My vacuum's name is The Boss. As in, "Whoa! That vacuum is totally boss!" Here he is.
Sidenote: Lily (putty tat) is only slightly less afraid of him than Isabel, who as you can see, is nowhere to be found when the Boss is on the move. End sidenote.
He's pretty beastly. He's the papa bear of vacuums. He hasn't been my favorite appliance of late, as he's been on an extended medical leave. Pooped the bucket. Choked on hairballs and was never to be seen again (or so I thought, since I'm certainly not going to take him apart to try to "fix" him.) My apartment's carpets have been in major need of a facelift for weeks now (okay, okay months) since all that I've had on the front lines has been this faithful soldier.

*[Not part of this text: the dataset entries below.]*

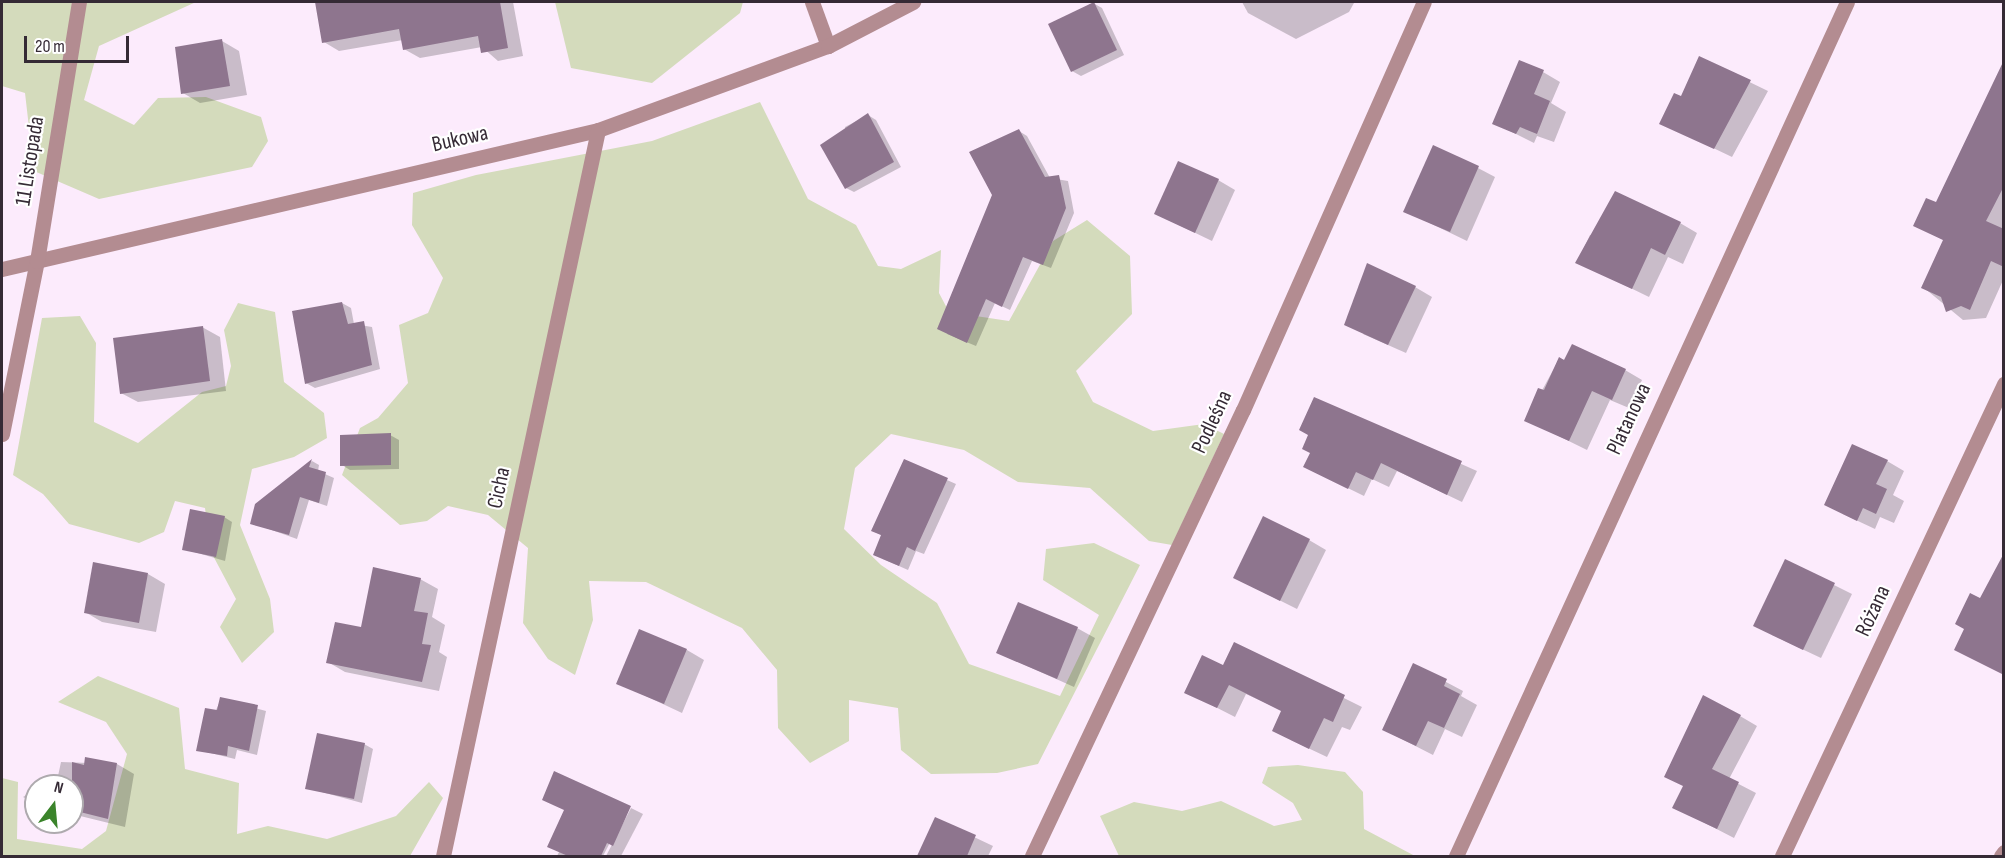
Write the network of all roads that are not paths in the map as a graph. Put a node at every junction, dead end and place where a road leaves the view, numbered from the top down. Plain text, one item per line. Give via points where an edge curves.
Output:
1 (79, 2) edge
2 (812, 2) edge
3 (913, 2) edge
4 (1424, 2) edge
5 (1847, 2) edge
6 (828, 46) junction
7 (598, 129) junction
8 (37, 261) junction
9 (2, 269) edge
10 (2004, 384) edge
11 (2, 434) edge
12 (2004, 852) edge
13 (443, 856) edge
14 (1032, 856) edge
15 (1456, 856) edge
16 (1782, 856) edge
17 (2001, 856) edge

1 - 8 street, 11 Listopada
2 - 6 street
3 - 6 street, Bukowa
4 - 14 street, Podleśna via 1243,410
5 - 15 street, Platanowa
6 - 7 street, Bukowa
7 - 8 street, Bukowa
7 - 13 street, Cicha
8 - 9 street, Bukowa
8 - 11 street, 11 Listopada
10 - 16 street, Różana
12 - 17 street

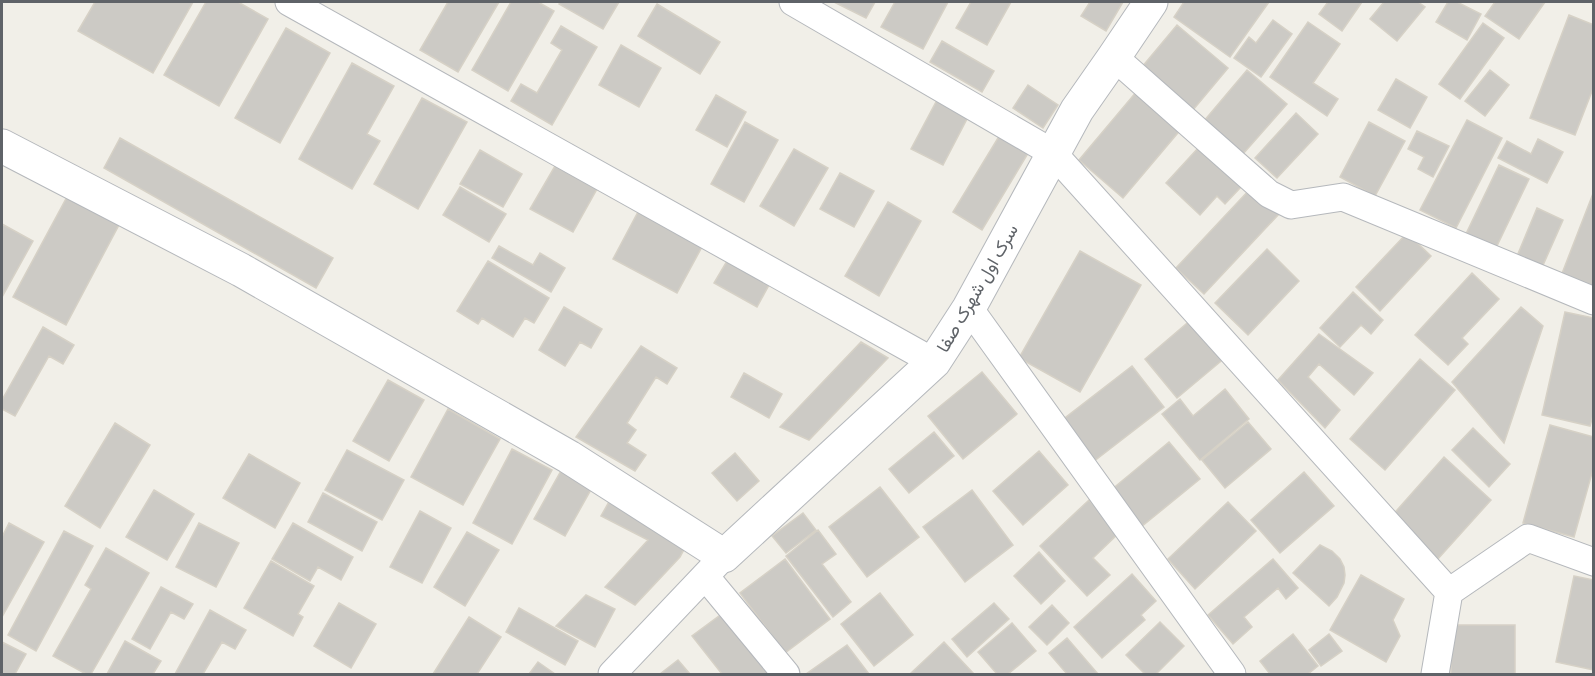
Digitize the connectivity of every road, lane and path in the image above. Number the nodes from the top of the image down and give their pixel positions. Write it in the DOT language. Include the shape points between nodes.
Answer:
graph roads {
  1 [pos="289,2"];
  2 [pos="794,2"];
  3 [pos="1151,2"];
  4 [pos="1114,57"];
  5 [pos="2,146"];
  6 [pos="1053,153"];
  7 [pos="1593,301"];
  8 [pos="969,308"];
  9 [pos="934,362"];
  10 [pos="1593,562"];
  11 [pos="715,566"];
  12 [pos="1449,592"];
  13 [pos="612,675"];
  14 [pos="786,675"];
  15 [pos="1232,675"];
  16 [pos="1435,675"];
  1 -- 9 [label="street"];
  2 -- 6 [label="street"];
  3 -- 4 [label="street, سرک اول شهرک صفا"];
  4 -- 6 [label="street, سرک اول شهرک صفا"];
  4 -- 7 [label="street" via="1269,194 1291,205 1343,197"];
  5 -- 11 [label="street" via="241,270 569,458"];
  6 -- 8 [label="street, سرک اول شهرک صفا"];
  6 -- 12 [label="street"];
  8 -- 9 [label="street, سرک اول شهرک صفا"];
  8 -- 15 [label="street"];
  9 -- 11 [label="street, سرک اول شهرک صفا"];
  10 -- 12 [label="street" via="1528,538"];
  11 -- 13 [label="street"];
  11 -- 14 [label="street"];
  12 -- 16 [label="street"];
}
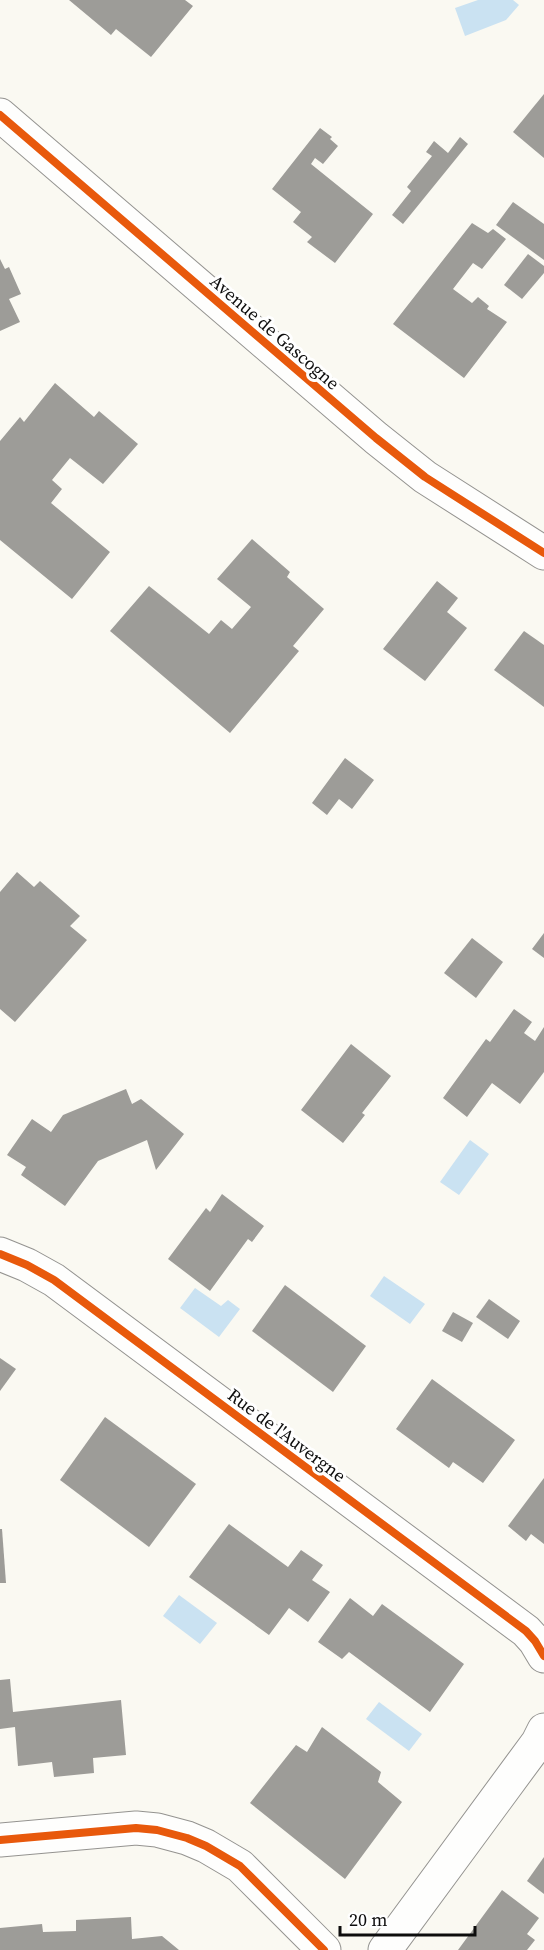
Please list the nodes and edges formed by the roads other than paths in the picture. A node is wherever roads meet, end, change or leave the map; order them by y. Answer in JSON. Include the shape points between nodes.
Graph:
{"nodes":[{"id":1,"x":0,"y":115,"type":"edge"},
{"id":2,"x":544,"y":553,"type":"edge"},
{"id":3,"x":0,"y":1254,"type":"edge"},
{"id":4,"x":544,"y":1656,"type":"edge"},
{"id":5,"x":544,"y":1730,"type":"edge"},
{"id":6,"x":0,"y":1840,"type":"edge"},
{"id":7,"x":324,"y":1950,"type":"edge"},
{"id":8,"x":385,"y":1950,"type":"edge"}],
"edges":[{"from":1,"to":2,"type":"street","name":"Avenue de Gascogne","via":[[376,438],[425,477]]},
{"from":3,"to":4,"type":"street","name":"Rue de l'Auvergne","via":[[54,1280],[526,1631]]},
{"from":5,"to":8,"type":"street"},
{"from":6,"to":7,"type":"street","via":[[136,1828],[187,1838],[240,1866]]}]}
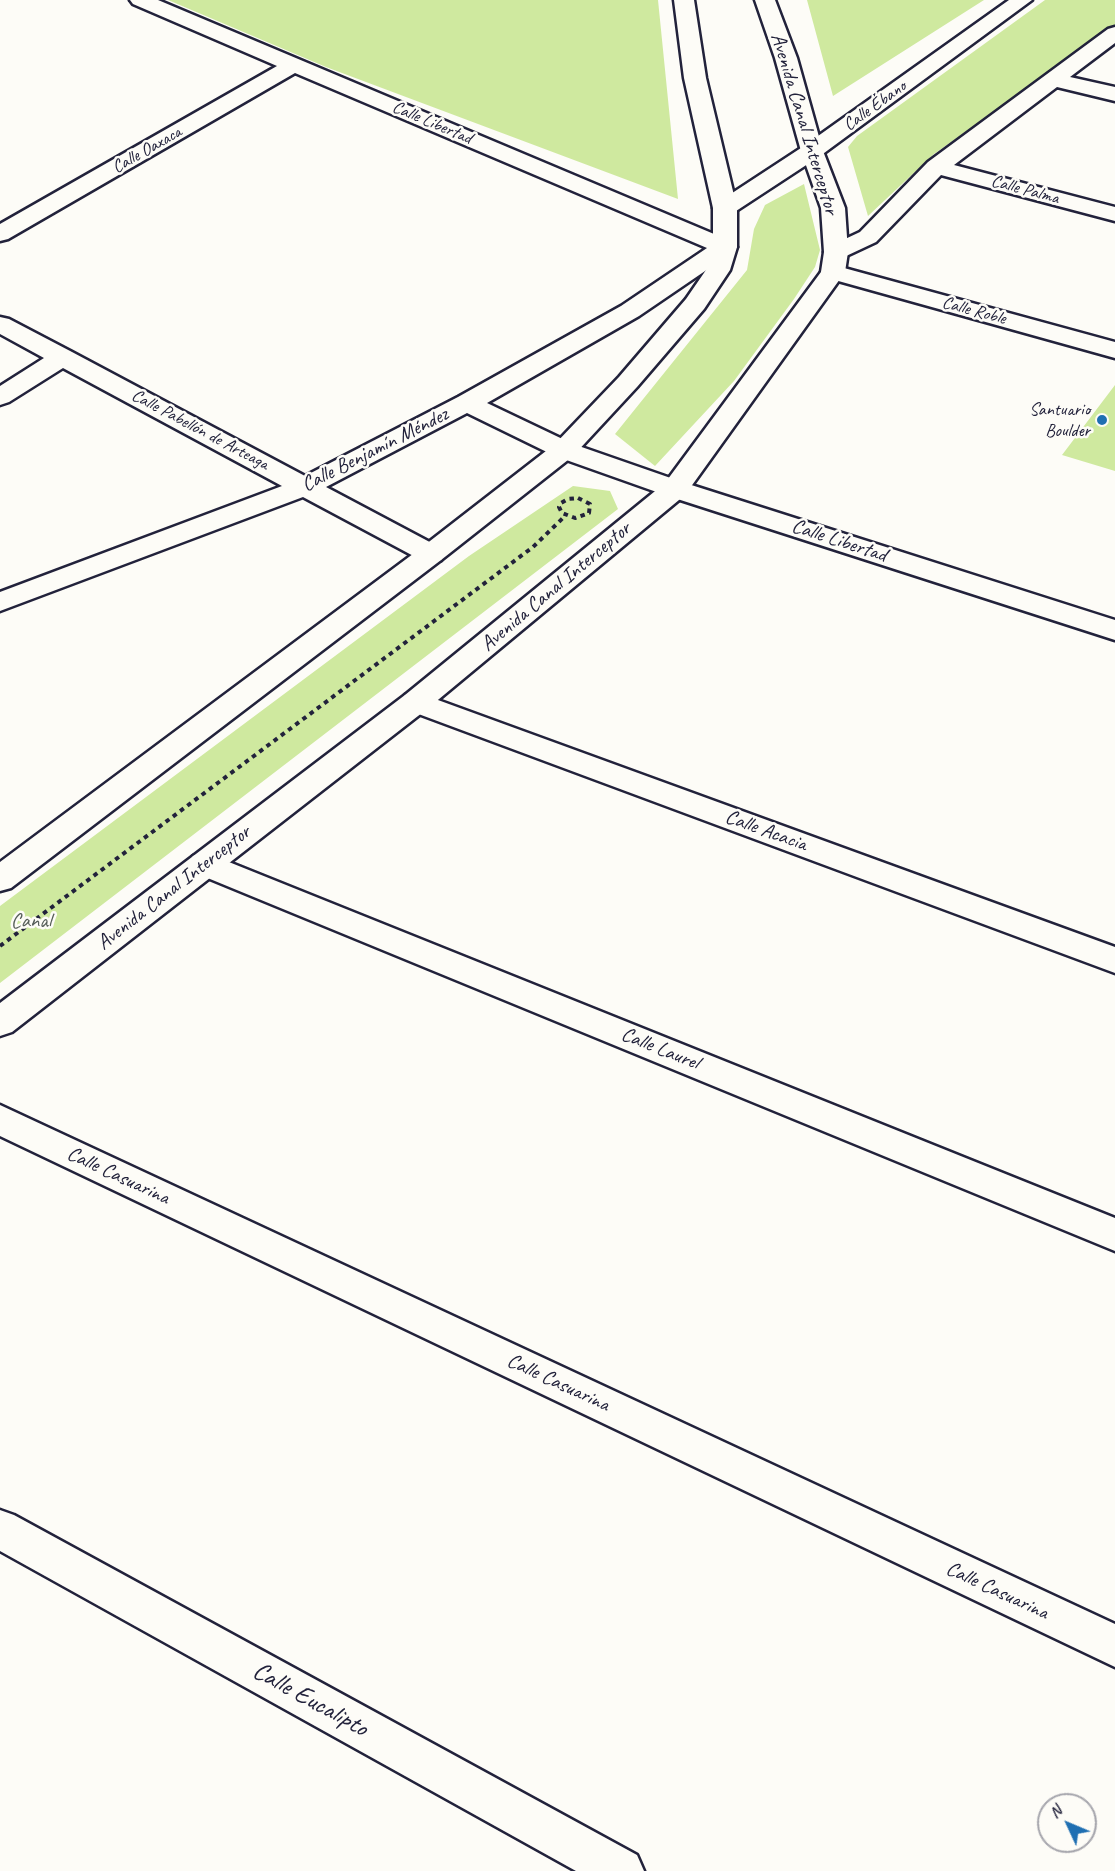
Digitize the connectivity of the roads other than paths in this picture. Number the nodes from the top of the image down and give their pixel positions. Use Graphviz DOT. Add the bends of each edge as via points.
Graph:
graph roads {
  1 [pos="140,0"];
  2 [pos="684,0"];
  3 [pos="765,0"];
  4 [pos="1022,0"];
  5 [pos="1115,33"];
  6 [pos="294,65"];
  7 [pos="1053,79"];
  8 [pos="1115,94"];
  9 [pos="812,151"];
  10 [pos="936,167"];
  11 [pos="725,208"];
  12 [pos="1115,213"];
  13 [pos="0,234"];
  14 [pos="725,247"];
  15 [pos="834,262"];
  16 [pos="0,324"];
  17 [pos="1115,350"];
  18 [pos="63,357"];
  19 [pos="0,397"];
  20 [pos="467,404"];
  21 [pos="564,450"];
  22 [pos="304,487"];
  23 [pos="675,489"];
  24 [pos="431,554"];
  25 [pos="0,602"];
  26 [pos="1115,630"];
  27 [pos="416,702"];
  28 [pos="204,864"];
  29 [pos="0,879"];
  30 [pos="1115,960"];
  31 [pos="0,1022"];
  32 [pos="0,1120"];
  33 [pos="1115,1235"];
  34 [pos="0,1529"];
  35 [pos="1115,1646"];
  36 [pos="621,1871"];
  1 -- 6 [label="street, Calle Libertad"];
  2 -- 11 [label="street" via="695,78"];
  3 -- 9 [label="street, Avenida Canal Interceptor"];
  4 -- 9 [label="street, Calle Ébano"];
  5 -- 7 [label="street"];
  6 -- 13 [label="street, Calle Oaxaca"];
  6 -- 14 [label="street, Calle Libertad"];
  7 -- 8 [label="street"];
  7 -- 10 [label="street"];
  9 -- 11 [label="street, Calle Ébano"];
  9 -- 15 [label="street, Avenida Canal Interceptor" via="833,208"];
  10 -- 12 [label="street, Calle Palma"];
  10 -- 15 [label="street" via="868,237"];
  11 -- 14 [label="street"];
  14 -- 20 [label="street, Calle Benjamín Méndez" via="630,311"];
  14 -- 21 [label="street" via="718,270 695,304"];
  15 -- 17 [label="street, Calle Roble"];
  15 -- 23 [label="street, Avenida Canal Interceptor"];
  16 -- 18 [label="street, Calle Pabellón de Arteaga"];
  18 -- 19 [label="street"];
  18 -- 22 [label="street, Calle Pabellón de Arteaga"];
  20 -- 21 [label="street, Calle Libertad"];
  20 -- 22 [label="street, Calle Benjamín Méndez"];
  21 -- 23 [label="street, Calle Libertad"];
  21 -- 24 [label="street"];
  22 -- 24 [label="street, Calle Pabellón de Arteaga"];
  22 -- 25 [label="street, Calle Benjamín Méndez"];
  23 -- 26 [label="street, Calle Libertad"];
  23 -- 27 [label="street, Avenida Canal Interceptor"];
  24 -- 29 [label="street"];
  27 -- 28 [label="street, Avenida Canal Interceptor"];
  27 -- 30 [label="street, Calle Acacia"];
  28 -- 31 [label="street, Avenida Canal Interceptor"];
  28 -- 33 [label="street, Calle Laurel"];
  32 -- 35 [label="street, Calle Casuarina"];
  34 -- 36 [label="street, Calle Eucalipto"];
}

(Eesh, looks like I should have been vacuuming that floor instead of photographing it. Oopsie.) Buster's been faithful, but let's be honest, ladies - size does sometimes matter. Besides, his attention has mostly been occupied with keeping the kitty litter at bay in the guest bedroom. Litter and stray poop gravel that kitty flings happily about after she does her business, which I appreciate. Long story short: I've been vacuuming my apartment with a dust buster, and I was sad face.
Enter Super-Husband! I came home from work and almost choked on my own spittle as I drooled over this image:
Ever heard of Porn For Women? (Careful Googling that one, ladies. Eeeek.)
Yup. It's that good. And after he was done fixing The Boss, he proceeded with this.
Wowza. Guess I've been a good girl. Keep in mind that this guy goes into work for 4 a.m. and gets home around 3 or 4 p.m. depending on the day. What a fella. Love him to pieces!